BEGIN DATA IN THIS EXERCISE

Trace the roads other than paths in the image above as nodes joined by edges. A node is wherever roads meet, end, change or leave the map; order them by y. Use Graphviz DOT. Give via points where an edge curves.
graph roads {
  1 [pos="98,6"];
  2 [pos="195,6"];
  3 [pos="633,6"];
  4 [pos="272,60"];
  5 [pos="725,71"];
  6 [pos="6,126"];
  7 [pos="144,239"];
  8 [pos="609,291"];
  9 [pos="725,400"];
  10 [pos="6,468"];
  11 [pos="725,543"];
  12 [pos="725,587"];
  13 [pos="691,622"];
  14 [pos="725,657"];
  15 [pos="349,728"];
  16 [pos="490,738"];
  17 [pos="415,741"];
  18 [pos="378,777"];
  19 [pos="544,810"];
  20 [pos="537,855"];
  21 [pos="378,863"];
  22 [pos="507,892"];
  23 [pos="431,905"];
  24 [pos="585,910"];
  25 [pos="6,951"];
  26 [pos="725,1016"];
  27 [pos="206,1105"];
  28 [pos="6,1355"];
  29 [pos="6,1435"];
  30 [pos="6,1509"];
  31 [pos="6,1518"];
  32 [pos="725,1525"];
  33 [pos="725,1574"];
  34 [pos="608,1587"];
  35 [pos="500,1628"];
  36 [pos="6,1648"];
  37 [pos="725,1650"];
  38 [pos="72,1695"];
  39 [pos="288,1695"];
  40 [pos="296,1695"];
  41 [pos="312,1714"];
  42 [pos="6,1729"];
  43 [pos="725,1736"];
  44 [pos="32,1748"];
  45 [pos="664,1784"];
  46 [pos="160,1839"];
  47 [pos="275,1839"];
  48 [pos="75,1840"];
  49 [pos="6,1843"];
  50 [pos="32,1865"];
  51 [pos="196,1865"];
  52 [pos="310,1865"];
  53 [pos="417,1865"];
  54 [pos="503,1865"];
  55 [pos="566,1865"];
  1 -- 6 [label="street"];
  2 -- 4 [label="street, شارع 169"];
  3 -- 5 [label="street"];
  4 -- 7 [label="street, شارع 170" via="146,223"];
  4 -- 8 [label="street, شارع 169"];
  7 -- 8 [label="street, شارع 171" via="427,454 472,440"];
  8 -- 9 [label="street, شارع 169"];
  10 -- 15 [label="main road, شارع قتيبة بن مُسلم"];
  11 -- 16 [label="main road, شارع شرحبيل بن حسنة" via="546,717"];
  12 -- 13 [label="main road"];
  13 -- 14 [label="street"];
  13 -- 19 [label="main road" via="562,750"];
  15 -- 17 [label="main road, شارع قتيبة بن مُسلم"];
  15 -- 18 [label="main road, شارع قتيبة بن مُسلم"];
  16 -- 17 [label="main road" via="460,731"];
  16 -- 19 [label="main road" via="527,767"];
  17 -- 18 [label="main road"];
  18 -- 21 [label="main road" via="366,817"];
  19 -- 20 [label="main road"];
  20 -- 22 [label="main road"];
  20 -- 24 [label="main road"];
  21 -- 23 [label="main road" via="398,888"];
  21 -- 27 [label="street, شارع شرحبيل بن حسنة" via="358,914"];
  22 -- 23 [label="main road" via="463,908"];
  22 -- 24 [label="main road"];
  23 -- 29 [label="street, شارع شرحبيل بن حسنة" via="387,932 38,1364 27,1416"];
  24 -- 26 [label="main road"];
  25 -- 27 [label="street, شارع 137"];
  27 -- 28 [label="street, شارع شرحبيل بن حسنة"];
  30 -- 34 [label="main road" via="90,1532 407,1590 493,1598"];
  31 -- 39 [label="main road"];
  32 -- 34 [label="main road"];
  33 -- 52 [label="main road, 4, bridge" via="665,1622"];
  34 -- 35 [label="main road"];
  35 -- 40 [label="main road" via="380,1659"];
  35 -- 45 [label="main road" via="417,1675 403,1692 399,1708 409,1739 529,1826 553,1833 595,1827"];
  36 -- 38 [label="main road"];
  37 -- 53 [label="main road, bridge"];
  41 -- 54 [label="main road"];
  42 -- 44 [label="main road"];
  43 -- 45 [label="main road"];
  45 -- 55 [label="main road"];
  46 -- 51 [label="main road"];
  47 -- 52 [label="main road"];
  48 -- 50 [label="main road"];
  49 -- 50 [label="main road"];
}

END DATA IN THIS EXERCISE

WHAT TO WORK ON> When the string "bridge" appears in a line of the records above, that line is to be copied.

RESULT BELOW>
  33 -- 52 [label="main road, 4, bridge" via="665,1622"];
  37 -- 53 [label="main road, bridge"];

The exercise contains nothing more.